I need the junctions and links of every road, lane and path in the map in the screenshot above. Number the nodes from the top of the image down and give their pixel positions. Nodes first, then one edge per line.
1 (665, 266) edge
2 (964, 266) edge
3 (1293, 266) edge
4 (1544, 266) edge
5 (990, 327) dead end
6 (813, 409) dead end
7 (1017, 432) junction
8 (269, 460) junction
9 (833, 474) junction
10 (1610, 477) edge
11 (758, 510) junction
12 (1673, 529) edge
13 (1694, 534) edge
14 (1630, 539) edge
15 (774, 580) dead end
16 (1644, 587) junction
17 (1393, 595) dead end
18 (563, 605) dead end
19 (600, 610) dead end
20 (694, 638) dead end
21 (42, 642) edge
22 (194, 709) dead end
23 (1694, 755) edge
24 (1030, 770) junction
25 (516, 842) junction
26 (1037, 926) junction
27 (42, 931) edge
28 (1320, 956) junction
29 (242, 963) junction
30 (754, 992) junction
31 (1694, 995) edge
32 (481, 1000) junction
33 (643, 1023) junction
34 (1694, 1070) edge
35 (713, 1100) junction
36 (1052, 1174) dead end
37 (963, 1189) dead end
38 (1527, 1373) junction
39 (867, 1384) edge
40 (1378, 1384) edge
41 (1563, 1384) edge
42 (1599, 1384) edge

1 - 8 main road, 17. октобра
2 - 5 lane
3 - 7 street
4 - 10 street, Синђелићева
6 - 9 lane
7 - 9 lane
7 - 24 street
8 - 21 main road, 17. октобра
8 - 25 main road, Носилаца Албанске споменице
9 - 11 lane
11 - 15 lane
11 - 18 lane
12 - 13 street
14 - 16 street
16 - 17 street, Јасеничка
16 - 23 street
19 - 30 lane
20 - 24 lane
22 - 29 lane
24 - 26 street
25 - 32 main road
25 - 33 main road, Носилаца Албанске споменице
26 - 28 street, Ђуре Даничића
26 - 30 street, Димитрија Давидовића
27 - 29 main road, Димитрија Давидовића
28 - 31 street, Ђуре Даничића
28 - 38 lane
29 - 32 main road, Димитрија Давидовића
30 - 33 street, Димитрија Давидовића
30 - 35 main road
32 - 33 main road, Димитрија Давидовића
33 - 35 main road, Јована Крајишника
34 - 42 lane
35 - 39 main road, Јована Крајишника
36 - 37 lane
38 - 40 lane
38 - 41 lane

Work to be completed
Output all entries exactly as given above.

Task answer
I need the junctions and links of every road, lane and path in the map in the screenshot above. Number the nodes from the top of the image down and give their pixel positions. Nodes first, then one edge per line.
1 (665, 266) edge
2 (964, 266) edge
3 (1293, 266) edge
4 (1544, 266) edge
5 (990, 327) dead end
6 (813, 409) dead end
7 (1017, 432) junction
8 (269, 460) junction
9 (833, 474) junction
10 (1610, 477) edge
11 (758, 510) junction
12 (1673, 529) edge
13 (1694, 534) edge
14 (1630, 539) edge
15 (774, 580) dead end
16 (1644, 587) junction
17 (1393, 595) dead end
18 (563, 605) dead end
19 (600, 610) dead end
20 (694, 638) dead end
21 (42, 642) edge
22 (194, 709) dead end
23 (1694, 755) edge
24 (1030, 770) junction
25 (516, 842) junction
26 (1037, 926) junction
27 (42, 931) edge
28 (1320, 956) junction
29 (242, 963) junction
30 (754, 992) junction
31 (1694, 995) edge
32 (481, 1000) junction
33 (643, 1023) junction
34 (1694, 1070) edge
35 (713, 1100) junction
36 (1052, 1174) dead end
37 (963, 1189) dead end
38 (1527, 1373) junction
39 (867, 1384) edge
40 (1378, 1384) edge
41 (1563, 1384) edge
42 (1599, 1384) edge

1 - 8 main road, 17. октобра
2 - 5 lane
3 - 7 street
4 - 10 street, Синђелићева
6 - 9 lane
7 - 9 lane
7 - 24 street
8 - 21 main road, 17. октобра
8 - 25 main road, Носилаца Албанске споменице
9 - 11 lane
11 - 15 lane
11 - 18 lane
12 - 13 street
14 - 16 street
16 - 17 street, Јасеничка
16 - 23 street
19 - 30 lane
20 - 24 lane
22 - 29 lane
24 - 26 street
25 - 32 main road
25 - 33 main road, Носилаца Албанске споменице
26 - 28 street, Ђуре Даничића
26 - 30 street, Димитрија Давидовића
27 - 29 main road, Димитрија Давидовића
28 - 31 street, Ђуре Даничића
28 - 38 lane
29 - 32 main road, Димитрија Давидовића
30 - 33 street, Димитрија Давидовића
30 - 35 main road
32 - 33 main road, Димитрија Давидовића
33 - 35 main road, Јована Крајишника
34 - 42 lane
35 - 39 main road, Јована Крајишника
36 - 37 lane
38 - 40 lane
38 - 41 lane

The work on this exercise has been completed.